Specific strength and specific stiffness for compression samples.

Sample	Mass (g)	Specific failure load (N/g)	Specific stiffness (kN/(mm × g))
HSNC	18.1 (±0.3)	448 (−37; +35)	8.95 (−4.57; + N/A)
HA0C	11.1 (−0.4; +0.5)	1860 (−110; +240)	97.7 (−67.7; + N/A)
S1C	8.74 (−0.04; +0.07)	398 (−58; +37)	1.59 (−0.07; +0.14)
S2C	15.4 (−0; +0.1)	217 (±3)	1.67 (−0.54; +0.53)
S3C	12.2 (−0.2; +0.3)	216 (−33; +40)	1.2 (−0.29; +N/A)

Among the corrugated samples, S1C has the highest specific failure load due to having half the sample height compared to the other corrugation types. This sample is close to matching the standard honeycomb in terms of load carried per unit mass showing the efficiency of the corrugated geometry under compression.
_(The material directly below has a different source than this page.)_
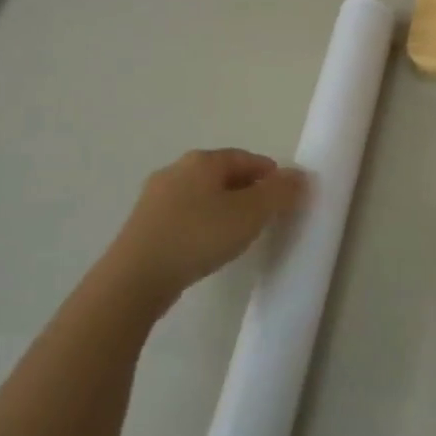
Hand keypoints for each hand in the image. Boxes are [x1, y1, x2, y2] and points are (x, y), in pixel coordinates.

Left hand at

The specific stiffness is similar between the three corrugated geometries. In compression, the 3D printed honeycomb demonstrates that it can outperform the baseline honeycombs currently in use, while the relative performance of the corrugated geometry is dictated by the height of the sample.